Wettbewerb, Zeitdruck, Leistung, Pflichten, Erwartungen. Stress an sich ist kein Problem. Negativer Stress entsteht durch unsere Bewertung einer Situation als unangenehm und nicht zu bewältigen, Angst einflößend. Dann konzentrieren wir uns auf die Probleme statt auf Lösungen und finden diese auch gar nicht, weil der so genannte Tunnelblick eintritt.
Wir fahren heute die Ernte der letzten Jahre ein. Immer weniger Menschen mussten immer mehr leisten, so dass die Batterien leer sind. Belastung können wir gut verkraften – wenn dieser angemessene Erholung folgt. Doch diese fehlte.
Unsere Kultur der Selbstausbeutung ist nicht auf die Arbeit beschränkt, sondern findet genau so im Privatleben statt. Wir leben in einer Welt, in der keiner den ständig wachsenden Ansprüchen mehr gerecht werden kann. Weil es zu viele und zu hohe in allen Lebensbereichen gleichzeitig sind.

Leistung ist eine geförderte Sucht
Svenja Flaßpöhler hat sich in ihrem Buch „Wir Genussarbeiter“ mit der Leistungssucht befasst. Sie schreibt, dass wir exzessiv, statt ekstatisch arbeiten. Während wir am Schreibtisch kein Ende finden und Überstunden schon nicht mehr als solche empfunden werden, müssen wir uns zum Genuss zwingen, werden wir unruhig, wenn es um uns ruhig und langsam wird. Arbeiten wir einmal nicht, sind wir immer noch in ständiger Betriebsamkeit (E-Mails, joggen, aufräumen).
Wir sind ständig mit unseren Gedanken woanders. Ärgern uns über das, was gestern war, machen uns Sorgen über Dinge, die wir hören und lesen und die (noch) gar nicht real sind.

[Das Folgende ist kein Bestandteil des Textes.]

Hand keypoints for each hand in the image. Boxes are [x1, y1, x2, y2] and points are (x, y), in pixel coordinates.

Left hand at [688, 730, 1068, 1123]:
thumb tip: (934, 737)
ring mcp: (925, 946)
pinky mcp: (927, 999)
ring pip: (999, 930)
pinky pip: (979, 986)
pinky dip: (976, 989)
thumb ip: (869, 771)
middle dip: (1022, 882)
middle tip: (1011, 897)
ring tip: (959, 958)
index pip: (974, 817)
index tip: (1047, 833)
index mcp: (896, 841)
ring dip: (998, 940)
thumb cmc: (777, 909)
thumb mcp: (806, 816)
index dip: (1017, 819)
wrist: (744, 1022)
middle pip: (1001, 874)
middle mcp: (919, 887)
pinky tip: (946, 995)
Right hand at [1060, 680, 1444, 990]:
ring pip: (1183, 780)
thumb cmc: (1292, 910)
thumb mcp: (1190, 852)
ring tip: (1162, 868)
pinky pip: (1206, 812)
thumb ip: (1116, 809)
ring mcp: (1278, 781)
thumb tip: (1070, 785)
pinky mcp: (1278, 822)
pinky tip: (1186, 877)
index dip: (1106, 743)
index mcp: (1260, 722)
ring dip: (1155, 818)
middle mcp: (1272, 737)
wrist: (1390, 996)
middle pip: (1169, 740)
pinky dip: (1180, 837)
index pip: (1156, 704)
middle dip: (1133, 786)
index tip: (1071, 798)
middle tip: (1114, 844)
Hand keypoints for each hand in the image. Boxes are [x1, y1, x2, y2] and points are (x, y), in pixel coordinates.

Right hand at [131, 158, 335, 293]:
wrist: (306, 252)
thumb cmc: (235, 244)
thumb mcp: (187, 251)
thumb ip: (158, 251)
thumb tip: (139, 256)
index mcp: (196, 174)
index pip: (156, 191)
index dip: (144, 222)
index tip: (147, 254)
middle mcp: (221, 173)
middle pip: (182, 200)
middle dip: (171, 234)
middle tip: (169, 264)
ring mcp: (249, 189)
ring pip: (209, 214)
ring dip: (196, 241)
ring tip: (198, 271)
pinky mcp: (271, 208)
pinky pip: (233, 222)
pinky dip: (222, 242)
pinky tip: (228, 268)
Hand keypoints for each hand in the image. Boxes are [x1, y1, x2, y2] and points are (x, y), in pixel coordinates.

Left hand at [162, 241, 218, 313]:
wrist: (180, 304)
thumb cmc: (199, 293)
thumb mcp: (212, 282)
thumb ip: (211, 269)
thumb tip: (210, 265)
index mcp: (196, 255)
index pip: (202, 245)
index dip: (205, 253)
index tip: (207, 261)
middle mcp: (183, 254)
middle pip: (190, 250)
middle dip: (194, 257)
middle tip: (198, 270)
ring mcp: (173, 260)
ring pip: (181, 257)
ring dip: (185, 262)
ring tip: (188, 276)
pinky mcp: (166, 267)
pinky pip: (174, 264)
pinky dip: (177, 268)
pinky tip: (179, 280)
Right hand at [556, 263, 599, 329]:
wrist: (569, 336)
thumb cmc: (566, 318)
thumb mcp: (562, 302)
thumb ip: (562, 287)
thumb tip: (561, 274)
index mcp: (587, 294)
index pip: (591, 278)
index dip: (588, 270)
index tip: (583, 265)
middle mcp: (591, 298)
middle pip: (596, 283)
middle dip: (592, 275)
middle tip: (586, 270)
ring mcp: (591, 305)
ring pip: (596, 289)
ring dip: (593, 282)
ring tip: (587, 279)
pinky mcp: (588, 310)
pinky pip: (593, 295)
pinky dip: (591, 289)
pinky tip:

Diese Tendenz, sich mental auf Probleme oder Gefahren zu konzentrieren, wird in der Positiven Psychologie das „Katastrophische Gehirn“ genannt.
Die sich selbst erfüllende Zukunft
In der TK-Studie 2012 gab jeder zweite an, dass der Stress im persönlichen und sozialen Umfeld zunehmen wird. Hier kommen die sich selbst erfüllenden Prophezeiungen ins Spiel. Wir sehen, was wir erwarten, alles andere filtert unser Gehirn gnadenlos aus. Mit diesem so genannten „Bestätigungsirrtum“ machen wir uns selbst kaputt. Wir verhalten uns nämlich auch so, dass es zu unseren Erwartungen passt und sagen dann „hab ich es doch gewusst“.
Totale Erschöpfung, am Ende seiner Kräfte zu sein, das, was oft mit dem Begriff „Burnout“ beschrieben wird, scheint der Endpunkt eines Weges zu sein, an dem man sich endlich einmal zurück ziehen darf, für sich sorgt und sozial akzeptiert „ich kann nicht mehr“ sagt. Der allgemeine Konsens dahinter scheint zu sein, dass die Erkrankten richtig viel geleistet haben müssen. Doch muss es wirklich erst so weit kommen, dass Krankheiten den Einzelnen und damit die Gesellschaft zu neuem Denken zwingen? Es steht zu fürchten. Denn wir Menschen machen ja immer gern weiter, so lange es nicht weh genug tut.